* _Goal of the exercise_
In the entries below, spot each line with the word "nodes" and copy it.

** Opening Record extracts block **

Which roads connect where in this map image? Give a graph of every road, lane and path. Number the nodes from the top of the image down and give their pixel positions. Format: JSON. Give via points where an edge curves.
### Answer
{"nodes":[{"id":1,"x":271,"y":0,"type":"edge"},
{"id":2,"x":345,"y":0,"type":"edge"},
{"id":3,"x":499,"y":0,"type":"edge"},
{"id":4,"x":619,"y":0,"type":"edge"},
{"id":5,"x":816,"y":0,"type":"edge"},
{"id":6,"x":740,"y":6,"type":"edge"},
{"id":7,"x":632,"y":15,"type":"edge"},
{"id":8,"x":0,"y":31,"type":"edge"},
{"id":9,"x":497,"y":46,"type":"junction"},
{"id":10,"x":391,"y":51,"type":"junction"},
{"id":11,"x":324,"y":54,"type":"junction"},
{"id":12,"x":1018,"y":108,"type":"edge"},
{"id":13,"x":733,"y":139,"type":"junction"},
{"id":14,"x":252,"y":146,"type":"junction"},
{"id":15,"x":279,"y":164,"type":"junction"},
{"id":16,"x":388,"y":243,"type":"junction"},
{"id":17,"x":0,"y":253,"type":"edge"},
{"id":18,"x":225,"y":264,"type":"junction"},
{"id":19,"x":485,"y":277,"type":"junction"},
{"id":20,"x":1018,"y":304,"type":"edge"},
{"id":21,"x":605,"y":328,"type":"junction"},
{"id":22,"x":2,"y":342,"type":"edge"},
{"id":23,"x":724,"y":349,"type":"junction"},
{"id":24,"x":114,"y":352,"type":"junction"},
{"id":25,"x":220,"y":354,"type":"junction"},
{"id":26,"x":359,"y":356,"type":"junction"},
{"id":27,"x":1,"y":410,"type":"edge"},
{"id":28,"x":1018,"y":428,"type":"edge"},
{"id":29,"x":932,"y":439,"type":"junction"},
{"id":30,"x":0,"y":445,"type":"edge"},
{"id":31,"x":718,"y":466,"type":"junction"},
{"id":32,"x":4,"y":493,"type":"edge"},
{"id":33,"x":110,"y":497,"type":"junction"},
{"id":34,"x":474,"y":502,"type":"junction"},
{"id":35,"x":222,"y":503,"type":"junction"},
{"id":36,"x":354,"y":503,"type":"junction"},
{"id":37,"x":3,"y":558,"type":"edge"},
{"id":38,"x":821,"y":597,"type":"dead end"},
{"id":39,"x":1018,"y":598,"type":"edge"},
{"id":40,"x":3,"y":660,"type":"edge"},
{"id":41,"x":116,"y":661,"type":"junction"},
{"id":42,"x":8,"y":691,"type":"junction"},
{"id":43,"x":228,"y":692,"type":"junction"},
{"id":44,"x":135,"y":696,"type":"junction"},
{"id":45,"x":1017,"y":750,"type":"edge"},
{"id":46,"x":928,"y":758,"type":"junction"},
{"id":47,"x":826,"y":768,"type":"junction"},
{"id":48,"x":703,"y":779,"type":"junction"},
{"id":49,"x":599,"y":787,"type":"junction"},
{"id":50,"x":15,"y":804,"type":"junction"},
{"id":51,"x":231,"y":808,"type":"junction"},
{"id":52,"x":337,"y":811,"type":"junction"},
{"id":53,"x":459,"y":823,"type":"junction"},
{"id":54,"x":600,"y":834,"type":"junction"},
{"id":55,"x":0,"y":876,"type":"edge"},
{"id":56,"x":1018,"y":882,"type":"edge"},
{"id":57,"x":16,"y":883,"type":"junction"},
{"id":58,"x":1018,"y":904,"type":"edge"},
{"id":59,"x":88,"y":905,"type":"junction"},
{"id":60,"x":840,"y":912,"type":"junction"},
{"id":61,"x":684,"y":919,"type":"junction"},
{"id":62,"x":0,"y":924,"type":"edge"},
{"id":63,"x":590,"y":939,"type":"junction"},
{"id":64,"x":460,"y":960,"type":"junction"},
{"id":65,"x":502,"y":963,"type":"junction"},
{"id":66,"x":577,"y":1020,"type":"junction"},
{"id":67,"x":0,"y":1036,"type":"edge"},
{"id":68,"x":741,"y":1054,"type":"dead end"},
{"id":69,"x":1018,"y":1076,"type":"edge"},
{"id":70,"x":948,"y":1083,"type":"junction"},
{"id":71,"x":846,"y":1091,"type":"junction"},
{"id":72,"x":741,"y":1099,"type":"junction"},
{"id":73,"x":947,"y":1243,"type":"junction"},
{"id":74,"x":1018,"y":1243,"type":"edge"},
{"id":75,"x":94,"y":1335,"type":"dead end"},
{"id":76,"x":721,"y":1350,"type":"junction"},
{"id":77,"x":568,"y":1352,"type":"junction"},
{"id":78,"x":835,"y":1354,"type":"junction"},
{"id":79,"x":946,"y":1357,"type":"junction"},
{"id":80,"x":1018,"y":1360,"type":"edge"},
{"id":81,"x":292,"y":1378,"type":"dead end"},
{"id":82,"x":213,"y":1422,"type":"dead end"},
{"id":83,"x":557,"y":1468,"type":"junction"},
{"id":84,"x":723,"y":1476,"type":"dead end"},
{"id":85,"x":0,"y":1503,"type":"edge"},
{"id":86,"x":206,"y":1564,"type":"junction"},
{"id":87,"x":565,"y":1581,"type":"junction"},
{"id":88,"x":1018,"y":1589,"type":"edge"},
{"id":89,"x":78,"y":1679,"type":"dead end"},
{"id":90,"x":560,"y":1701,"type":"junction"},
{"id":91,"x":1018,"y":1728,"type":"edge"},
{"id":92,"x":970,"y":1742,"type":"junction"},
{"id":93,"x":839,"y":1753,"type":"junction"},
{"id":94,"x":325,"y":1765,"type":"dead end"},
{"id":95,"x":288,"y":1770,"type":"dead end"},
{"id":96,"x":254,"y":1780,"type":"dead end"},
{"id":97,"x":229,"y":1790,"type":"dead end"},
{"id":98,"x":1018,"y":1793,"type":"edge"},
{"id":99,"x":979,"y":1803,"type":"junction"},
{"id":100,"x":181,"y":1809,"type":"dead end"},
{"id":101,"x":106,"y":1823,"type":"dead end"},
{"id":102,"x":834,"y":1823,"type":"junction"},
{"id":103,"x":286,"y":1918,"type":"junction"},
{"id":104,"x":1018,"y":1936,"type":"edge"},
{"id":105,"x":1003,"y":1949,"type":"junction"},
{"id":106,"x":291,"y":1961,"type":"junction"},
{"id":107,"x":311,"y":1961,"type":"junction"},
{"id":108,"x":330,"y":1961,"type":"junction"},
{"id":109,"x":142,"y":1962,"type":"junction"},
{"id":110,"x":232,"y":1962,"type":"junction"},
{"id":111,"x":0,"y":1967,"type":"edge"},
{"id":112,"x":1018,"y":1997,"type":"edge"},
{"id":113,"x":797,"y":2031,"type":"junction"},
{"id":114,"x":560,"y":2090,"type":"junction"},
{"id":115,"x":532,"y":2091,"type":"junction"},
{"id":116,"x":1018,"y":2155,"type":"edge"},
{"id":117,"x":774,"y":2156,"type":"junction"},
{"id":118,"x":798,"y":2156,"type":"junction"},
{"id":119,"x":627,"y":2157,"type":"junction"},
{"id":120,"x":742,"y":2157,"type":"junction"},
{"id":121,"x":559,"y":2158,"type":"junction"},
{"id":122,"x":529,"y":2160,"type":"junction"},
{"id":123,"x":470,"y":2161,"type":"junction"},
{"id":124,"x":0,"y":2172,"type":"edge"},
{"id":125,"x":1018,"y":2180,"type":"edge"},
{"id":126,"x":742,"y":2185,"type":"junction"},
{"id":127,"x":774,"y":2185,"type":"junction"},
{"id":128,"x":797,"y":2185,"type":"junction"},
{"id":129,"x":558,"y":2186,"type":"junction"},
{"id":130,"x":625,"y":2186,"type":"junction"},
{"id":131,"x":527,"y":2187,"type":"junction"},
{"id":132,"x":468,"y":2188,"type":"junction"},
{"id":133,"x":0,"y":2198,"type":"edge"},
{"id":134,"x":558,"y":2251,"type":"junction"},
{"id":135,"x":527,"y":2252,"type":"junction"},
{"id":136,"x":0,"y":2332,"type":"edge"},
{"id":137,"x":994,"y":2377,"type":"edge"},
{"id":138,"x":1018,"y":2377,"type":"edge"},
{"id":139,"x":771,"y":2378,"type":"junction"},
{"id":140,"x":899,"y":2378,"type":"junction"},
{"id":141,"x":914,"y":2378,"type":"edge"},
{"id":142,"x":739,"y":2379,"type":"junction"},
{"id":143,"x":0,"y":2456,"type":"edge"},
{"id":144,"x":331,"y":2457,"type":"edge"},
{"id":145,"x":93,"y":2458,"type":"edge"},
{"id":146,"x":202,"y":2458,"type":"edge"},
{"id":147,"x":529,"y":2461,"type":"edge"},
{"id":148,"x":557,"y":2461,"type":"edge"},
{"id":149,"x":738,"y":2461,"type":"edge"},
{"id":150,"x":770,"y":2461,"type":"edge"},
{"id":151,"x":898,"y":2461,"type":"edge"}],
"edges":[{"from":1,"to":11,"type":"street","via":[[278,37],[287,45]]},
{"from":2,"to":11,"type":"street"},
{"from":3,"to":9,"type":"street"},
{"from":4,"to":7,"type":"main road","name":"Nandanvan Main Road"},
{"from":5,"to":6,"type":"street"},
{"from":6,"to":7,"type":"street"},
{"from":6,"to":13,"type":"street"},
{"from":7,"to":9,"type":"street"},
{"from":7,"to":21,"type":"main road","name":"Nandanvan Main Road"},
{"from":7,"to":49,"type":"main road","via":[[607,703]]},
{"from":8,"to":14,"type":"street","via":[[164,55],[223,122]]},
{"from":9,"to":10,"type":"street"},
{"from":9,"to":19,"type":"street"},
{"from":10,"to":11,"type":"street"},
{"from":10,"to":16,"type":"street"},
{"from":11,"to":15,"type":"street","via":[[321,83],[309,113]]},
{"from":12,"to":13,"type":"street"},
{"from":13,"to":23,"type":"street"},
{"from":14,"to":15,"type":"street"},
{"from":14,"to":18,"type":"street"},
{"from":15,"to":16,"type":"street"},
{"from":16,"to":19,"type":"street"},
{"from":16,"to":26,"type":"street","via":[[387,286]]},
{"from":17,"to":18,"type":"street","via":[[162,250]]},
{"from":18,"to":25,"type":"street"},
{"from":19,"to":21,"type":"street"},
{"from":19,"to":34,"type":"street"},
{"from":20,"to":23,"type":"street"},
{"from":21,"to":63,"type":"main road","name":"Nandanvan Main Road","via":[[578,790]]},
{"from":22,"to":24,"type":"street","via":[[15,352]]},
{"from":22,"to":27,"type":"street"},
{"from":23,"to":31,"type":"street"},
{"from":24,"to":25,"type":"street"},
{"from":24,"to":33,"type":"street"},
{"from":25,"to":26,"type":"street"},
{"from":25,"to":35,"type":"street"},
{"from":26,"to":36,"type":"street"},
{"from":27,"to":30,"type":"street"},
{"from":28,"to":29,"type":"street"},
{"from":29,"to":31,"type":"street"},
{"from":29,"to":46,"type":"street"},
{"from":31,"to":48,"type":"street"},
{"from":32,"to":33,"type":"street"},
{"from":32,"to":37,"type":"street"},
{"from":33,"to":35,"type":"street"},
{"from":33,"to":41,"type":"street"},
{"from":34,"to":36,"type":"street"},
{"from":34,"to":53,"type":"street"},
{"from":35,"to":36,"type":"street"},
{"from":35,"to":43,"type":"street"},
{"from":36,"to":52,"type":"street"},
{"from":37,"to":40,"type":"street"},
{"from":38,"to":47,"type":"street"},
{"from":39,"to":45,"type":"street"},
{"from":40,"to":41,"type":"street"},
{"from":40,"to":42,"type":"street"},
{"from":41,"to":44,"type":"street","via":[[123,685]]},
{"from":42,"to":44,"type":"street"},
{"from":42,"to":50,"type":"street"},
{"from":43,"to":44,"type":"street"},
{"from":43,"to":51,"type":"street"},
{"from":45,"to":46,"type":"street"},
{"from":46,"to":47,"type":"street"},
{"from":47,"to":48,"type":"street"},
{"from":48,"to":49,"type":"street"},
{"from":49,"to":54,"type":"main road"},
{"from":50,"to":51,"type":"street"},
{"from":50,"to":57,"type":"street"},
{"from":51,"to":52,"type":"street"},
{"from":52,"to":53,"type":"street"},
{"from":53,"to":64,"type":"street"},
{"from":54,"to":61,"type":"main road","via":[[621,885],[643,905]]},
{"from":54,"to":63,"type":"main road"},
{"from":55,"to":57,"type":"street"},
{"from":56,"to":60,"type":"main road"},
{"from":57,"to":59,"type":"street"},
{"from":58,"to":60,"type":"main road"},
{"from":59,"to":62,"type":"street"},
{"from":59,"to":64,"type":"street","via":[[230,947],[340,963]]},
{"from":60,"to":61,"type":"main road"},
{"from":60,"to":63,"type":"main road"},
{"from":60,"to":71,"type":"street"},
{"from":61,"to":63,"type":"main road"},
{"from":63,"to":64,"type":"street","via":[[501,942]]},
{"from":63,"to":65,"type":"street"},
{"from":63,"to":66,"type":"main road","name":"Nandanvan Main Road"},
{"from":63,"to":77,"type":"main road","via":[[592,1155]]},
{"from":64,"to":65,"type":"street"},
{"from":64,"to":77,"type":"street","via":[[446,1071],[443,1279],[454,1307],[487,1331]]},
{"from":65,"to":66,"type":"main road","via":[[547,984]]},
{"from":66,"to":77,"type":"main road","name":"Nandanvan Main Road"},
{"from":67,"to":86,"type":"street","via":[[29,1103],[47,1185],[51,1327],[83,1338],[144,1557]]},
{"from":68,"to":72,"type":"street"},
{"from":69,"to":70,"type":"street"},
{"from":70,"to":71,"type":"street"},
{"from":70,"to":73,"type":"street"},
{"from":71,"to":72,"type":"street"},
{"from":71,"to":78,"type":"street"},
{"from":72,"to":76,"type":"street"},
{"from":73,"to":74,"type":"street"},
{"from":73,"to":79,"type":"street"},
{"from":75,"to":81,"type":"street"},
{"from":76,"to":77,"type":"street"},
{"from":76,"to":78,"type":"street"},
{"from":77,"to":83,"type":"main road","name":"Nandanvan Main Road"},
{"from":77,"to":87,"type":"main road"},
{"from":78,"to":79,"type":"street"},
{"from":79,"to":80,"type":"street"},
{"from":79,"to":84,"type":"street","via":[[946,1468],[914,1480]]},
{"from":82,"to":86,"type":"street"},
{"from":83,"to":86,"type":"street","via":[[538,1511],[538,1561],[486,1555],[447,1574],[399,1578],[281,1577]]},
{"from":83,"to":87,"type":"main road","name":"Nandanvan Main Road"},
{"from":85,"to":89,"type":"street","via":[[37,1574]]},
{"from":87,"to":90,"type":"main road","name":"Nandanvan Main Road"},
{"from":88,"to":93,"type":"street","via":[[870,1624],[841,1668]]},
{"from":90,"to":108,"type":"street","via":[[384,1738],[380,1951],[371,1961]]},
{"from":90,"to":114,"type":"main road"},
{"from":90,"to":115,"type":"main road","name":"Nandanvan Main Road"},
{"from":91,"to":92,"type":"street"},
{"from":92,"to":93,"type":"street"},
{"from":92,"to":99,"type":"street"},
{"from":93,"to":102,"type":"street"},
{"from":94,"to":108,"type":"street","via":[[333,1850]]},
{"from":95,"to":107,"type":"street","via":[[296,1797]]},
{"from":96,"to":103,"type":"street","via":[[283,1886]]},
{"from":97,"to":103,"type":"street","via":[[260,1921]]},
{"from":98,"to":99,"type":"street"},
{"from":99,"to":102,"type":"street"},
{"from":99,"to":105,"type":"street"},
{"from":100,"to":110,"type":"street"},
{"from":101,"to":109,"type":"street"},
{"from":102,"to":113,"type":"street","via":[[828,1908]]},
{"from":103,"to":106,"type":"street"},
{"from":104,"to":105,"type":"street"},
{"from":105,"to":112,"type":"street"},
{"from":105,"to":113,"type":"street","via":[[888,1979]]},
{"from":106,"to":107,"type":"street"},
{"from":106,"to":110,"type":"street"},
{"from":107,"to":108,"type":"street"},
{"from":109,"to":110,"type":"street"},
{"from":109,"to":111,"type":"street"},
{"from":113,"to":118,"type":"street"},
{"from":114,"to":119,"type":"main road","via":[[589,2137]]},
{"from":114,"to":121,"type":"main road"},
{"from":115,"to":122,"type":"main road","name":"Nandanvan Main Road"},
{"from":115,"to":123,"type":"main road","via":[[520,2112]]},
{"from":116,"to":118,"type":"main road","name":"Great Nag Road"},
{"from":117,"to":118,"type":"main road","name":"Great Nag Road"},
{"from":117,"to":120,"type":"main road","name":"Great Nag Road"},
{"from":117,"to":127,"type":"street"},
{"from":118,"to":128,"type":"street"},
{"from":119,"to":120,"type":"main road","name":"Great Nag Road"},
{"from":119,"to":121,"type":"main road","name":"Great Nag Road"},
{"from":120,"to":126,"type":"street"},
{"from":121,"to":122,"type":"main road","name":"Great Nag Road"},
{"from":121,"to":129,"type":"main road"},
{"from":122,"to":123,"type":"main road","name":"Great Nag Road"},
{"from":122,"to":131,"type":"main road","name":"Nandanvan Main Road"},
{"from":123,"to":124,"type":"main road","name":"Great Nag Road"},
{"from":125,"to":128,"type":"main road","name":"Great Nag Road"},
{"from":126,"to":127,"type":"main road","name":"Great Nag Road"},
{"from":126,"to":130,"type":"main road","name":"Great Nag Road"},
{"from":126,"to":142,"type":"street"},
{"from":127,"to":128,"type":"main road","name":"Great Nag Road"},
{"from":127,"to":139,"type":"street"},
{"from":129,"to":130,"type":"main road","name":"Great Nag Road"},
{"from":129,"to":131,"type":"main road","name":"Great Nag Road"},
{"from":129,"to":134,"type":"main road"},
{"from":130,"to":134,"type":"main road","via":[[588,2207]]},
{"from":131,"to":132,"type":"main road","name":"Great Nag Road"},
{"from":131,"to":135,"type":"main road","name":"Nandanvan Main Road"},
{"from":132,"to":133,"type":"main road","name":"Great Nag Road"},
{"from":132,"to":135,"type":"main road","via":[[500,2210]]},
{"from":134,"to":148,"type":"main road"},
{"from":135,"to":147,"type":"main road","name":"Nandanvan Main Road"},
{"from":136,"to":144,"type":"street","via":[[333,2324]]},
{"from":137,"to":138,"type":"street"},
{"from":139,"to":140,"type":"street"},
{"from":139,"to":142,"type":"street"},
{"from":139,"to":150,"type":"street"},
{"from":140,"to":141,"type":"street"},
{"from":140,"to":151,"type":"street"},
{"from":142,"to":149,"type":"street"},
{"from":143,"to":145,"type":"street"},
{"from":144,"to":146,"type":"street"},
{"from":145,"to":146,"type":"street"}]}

** Closing Record extracts block **

* _Written answer_
Which roads connect where in this map image? Give a graph of every road, lane and path. Number the nodes from the top of the image down and give their pixel positions. Format: JSON. Give via points where an edge curves.
{"nodes":[{"id":1,"x":271,"y":0,"type":"edge"},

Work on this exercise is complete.